#### WORK ITEM:
The entries below must be returned exactly as they stand.

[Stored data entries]
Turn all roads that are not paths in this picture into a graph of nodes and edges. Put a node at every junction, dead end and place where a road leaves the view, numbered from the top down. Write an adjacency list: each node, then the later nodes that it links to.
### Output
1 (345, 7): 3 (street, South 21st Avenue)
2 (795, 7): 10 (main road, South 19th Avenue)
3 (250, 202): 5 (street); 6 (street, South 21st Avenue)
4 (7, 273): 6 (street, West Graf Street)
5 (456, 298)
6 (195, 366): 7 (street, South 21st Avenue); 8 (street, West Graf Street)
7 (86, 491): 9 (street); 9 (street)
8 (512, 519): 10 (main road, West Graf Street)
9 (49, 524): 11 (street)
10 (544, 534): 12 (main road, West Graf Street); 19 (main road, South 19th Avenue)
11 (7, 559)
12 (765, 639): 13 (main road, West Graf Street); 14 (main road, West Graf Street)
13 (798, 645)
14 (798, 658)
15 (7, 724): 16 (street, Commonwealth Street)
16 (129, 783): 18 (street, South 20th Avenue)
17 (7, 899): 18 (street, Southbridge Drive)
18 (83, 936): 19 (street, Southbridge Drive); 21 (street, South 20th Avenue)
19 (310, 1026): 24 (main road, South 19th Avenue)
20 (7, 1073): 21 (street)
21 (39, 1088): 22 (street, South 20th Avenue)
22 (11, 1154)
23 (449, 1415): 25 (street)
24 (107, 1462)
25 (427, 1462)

#### SOLUTION TO THIS EXERCISE:
Turn all roads that are not paths in this picture into a graph of nodes and edges. Put a node at every junction, dead end and place where a road leaves the view, numbered from the top down. Write an adjacency list: each node, then the later nodes that it links to.
### Output
1 (345, 7): 3 (street, South 21st Avenue)
2 (795, 7): 10 (main road, South 19th Avenue)
3 (250, 202): 5 (street); 6 (street, South 21st Avenue)
4 (7, 273): 6 (street, West Graf Street)
5 (456, 298)
6 (195, 366): 7 (street, South 21st Avenue); 8 (street, West Graf Street)
7 (86, 491): 9 (street); 9 (street)
8 (512, 519): 10 (main road, West Graf Street)
9 (49, 524): 11 (street)
10 (544, 534): 12 (main road, West Graf Street); 19 (main road, South 19th Avenue)
11 (7, 559)
12 (765, 639): 13 (main road, West Graf Street); 14 (main road, West Graf Street)
13 (798, 645)
14 (798, 658)
15 (7, 724): 16 (street, Commonwealth Street)
16 (129, 783): 18 (street, South 20th Avenue)
17 (7, 899): 18 (street, Southbridge Drive)
18 (83, 936): 19 (street, Southbridge Drive); 21 (street, South 20th Avenue)
19 (310, 1026): 24 (main road, South 19th Avenue)
20 (7, 1073): 21 (street)
21 (39, 1088): 22 (street, South 20th Avenue)
22 (11, 1154)
23 (449, 1415): 25 (street)
24 (107, 1462)
25 (427, 1462)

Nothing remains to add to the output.